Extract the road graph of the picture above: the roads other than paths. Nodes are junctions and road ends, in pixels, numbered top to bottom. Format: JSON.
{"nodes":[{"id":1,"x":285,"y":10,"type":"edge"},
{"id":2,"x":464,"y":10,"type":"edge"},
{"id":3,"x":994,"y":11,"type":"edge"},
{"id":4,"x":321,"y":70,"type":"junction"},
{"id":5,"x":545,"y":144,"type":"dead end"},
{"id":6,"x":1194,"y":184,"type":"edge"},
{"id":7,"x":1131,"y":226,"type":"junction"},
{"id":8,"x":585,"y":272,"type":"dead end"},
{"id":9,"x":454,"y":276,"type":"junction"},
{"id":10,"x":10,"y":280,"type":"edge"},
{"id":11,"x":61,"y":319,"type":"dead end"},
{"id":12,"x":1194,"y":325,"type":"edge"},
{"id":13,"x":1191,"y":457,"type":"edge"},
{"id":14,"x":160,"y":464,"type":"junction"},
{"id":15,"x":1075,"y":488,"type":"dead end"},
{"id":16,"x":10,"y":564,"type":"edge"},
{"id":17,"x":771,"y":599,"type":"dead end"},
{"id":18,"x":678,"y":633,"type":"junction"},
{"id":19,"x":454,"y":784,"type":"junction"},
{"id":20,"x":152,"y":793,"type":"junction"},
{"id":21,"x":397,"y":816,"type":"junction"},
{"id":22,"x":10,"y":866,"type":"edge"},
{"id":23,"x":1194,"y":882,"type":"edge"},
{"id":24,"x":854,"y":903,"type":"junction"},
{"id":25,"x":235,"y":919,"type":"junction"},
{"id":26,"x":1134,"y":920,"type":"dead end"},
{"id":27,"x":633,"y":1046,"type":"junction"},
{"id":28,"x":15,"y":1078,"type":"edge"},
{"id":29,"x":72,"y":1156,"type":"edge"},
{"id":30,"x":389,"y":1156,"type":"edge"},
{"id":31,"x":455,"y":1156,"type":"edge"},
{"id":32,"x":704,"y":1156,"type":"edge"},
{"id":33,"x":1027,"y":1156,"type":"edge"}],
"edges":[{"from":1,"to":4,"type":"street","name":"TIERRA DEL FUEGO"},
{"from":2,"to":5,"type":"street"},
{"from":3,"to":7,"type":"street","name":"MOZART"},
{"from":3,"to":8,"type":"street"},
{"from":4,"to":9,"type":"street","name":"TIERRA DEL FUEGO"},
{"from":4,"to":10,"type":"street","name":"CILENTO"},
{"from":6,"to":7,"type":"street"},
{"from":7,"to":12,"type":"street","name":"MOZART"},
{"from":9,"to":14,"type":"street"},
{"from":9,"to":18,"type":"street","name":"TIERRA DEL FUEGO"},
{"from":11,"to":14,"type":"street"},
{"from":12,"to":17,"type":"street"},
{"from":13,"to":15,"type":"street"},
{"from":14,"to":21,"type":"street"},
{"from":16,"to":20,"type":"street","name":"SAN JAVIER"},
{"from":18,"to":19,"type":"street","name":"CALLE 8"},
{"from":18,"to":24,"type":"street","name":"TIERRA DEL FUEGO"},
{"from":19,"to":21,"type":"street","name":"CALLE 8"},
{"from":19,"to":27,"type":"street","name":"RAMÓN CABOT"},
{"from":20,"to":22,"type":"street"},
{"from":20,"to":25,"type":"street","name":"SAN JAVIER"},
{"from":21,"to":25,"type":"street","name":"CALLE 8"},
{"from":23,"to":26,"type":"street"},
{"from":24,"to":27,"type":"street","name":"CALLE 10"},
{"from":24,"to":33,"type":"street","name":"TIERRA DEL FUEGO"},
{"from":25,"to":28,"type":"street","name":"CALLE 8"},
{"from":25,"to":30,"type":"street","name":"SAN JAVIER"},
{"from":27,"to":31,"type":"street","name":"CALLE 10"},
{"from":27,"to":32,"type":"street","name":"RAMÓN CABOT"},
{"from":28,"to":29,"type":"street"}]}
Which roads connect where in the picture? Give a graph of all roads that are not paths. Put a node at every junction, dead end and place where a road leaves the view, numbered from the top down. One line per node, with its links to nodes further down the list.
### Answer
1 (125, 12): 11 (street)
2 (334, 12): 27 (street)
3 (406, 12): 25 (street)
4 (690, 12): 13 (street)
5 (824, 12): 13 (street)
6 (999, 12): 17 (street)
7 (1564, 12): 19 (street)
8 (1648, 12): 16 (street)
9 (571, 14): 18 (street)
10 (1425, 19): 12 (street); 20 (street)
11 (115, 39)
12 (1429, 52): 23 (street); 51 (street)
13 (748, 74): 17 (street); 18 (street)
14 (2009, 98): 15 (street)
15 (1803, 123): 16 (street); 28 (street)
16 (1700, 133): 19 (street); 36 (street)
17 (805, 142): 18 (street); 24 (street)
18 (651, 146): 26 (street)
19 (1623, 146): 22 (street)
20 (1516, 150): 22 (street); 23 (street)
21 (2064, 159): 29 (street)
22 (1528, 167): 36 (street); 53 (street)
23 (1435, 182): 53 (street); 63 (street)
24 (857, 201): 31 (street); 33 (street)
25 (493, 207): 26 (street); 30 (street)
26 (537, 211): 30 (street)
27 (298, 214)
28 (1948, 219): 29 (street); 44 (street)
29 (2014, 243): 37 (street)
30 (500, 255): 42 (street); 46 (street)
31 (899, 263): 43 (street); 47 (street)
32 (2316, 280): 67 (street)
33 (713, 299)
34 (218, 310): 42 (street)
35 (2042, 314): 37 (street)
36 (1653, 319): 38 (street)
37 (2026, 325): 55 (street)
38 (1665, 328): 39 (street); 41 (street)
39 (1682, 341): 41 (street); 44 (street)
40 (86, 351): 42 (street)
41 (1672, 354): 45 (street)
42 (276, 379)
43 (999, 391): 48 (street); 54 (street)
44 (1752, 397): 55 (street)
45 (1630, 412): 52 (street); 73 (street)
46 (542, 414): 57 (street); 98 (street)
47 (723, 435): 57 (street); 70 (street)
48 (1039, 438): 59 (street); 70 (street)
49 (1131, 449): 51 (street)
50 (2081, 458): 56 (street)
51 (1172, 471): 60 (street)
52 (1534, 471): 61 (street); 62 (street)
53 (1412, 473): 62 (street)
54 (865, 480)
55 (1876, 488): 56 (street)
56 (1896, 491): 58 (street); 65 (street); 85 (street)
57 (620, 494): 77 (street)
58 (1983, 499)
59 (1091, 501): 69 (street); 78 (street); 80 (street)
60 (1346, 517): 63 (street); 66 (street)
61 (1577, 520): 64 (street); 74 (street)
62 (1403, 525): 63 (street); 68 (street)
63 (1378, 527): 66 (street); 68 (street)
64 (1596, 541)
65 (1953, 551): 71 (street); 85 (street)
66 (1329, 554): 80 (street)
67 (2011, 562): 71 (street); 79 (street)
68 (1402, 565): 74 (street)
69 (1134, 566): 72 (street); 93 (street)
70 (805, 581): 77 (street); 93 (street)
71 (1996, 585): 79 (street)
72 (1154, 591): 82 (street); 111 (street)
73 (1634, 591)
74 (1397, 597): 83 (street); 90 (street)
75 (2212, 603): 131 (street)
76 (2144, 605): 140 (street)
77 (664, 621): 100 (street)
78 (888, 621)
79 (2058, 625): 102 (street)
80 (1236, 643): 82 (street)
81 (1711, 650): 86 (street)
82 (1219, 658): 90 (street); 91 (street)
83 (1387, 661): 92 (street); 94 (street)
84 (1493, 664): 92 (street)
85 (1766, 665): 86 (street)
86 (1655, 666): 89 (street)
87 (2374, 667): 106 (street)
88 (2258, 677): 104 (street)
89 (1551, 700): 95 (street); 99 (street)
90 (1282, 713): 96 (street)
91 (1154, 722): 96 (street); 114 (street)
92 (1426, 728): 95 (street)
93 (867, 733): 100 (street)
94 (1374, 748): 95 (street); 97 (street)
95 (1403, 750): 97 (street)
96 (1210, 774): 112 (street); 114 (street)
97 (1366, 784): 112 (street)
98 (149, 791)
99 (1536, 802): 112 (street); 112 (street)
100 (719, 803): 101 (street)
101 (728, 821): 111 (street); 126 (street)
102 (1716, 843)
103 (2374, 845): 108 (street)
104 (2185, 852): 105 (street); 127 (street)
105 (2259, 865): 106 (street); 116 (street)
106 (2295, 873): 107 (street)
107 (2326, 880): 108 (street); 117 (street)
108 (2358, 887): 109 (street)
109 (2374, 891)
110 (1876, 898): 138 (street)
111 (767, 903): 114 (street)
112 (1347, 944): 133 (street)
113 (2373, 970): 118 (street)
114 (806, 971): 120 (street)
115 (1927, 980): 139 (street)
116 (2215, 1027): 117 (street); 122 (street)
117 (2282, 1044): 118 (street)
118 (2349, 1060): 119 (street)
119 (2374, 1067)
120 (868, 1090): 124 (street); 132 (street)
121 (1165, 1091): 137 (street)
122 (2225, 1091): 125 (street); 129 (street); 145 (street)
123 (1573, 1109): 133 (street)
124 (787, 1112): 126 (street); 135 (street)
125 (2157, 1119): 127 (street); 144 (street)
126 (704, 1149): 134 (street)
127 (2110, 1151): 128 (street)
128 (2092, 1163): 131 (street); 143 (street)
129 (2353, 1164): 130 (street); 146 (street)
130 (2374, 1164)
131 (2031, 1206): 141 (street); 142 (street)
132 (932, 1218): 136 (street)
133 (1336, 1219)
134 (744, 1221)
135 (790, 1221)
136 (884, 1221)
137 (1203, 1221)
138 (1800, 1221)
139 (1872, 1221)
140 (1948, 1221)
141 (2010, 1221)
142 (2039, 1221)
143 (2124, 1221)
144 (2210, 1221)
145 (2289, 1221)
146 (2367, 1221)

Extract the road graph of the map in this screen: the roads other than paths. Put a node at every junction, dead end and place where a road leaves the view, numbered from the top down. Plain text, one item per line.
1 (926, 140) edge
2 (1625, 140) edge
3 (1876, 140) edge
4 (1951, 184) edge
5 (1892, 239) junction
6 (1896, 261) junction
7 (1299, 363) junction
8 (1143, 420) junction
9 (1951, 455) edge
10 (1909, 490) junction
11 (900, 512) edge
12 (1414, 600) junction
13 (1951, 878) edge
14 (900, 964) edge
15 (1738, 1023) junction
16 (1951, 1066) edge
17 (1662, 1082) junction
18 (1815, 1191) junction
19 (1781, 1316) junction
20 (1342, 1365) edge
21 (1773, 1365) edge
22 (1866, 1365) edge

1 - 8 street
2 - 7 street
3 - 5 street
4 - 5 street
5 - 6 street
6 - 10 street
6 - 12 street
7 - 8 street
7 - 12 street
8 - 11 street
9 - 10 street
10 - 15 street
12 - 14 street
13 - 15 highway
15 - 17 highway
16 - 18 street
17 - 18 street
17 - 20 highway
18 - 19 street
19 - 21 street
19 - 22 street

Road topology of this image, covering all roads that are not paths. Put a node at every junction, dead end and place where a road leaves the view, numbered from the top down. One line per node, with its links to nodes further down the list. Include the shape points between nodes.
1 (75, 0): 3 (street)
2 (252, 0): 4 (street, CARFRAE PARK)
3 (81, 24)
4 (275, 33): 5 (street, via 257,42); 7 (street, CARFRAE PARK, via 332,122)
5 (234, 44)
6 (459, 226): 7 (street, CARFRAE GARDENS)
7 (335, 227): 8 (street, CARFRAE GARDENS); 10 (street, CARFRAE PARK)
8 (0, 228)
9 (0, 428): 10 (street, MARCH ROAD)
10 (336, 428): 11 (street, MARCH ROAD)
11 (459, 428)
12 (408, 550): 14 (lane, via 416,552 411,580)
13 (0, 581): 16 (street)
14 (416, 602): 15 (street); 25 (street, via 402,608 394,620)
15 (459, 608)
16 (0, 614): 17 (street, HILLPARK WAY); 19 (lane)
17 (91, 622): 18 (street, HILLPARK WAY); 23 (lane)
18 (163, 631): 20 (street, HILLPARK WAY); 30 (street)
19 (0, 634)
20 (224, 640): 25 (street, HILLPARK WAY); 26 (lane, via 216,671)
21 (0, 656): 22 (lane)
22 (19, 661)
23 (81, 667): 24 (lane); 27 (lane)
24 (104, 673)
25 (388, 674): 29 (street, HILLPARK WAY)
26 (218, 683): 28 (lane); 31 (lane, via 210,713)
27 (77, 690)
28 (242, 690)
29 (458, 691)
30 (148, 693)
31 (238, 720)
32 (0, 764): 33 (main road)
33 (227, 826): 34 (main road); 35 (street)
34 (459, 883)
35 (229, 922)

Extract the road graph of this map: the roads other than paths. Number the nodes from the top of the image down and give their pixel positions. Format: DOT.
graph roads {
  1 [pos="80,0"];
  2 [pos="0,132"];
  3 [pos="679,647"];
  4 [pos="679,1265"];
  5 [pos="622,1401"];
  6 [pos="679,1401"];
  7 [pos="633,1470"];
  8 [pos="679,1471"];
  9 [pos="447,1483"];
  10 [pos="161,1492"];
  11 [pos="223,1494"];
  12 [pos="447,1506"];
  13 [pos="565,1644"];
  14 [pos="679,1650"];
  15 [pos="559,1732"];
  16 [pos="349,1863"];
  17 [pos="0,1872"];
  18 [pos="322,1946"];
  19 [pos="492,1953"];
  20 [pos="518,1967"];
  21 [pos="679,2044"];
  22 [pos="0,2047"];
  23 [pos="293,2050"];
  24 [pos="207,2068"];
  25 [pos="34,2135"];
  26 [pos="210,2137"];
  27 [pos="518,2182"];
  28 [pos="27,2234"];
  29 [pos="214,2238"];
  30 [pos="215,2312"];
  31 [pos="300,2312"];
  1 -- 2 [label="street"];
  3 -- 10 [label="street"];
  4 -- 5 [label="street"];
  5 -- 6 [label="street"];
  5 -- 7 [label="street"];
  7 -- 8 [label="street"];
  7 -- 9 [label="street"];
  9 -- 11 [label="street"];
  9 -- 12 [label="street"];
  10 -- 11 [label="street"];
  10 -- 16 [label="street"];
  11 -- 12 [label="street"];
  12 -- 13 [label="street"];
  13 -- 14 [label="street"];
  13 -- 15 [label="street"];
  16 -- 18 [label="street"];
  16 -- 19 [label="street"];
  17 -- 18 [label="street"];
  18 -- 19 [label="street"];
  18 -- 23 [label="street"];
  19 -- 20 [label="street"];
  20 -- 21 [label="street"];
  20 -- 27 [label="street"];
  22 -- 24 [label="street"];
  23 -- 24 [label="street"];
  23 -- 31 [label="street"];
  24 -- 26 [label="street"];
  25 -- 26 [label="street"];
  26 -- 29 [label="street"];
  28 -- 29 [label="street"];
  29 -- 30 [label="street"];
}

--------------------------------------------------

### ACTIVITY
Run a filter over the data above and keep each line that contains the word "JAVIER".

### WRITTEN RESPONSE
{"from":16,"to":20,"type":"street","name":"SAN JAVIER"},
{"from":20,"to":25,"type":"street","name":"SAN JAVIER"},
{"from":25,"to":30,"type":"street","name":"SAN JAVIER"},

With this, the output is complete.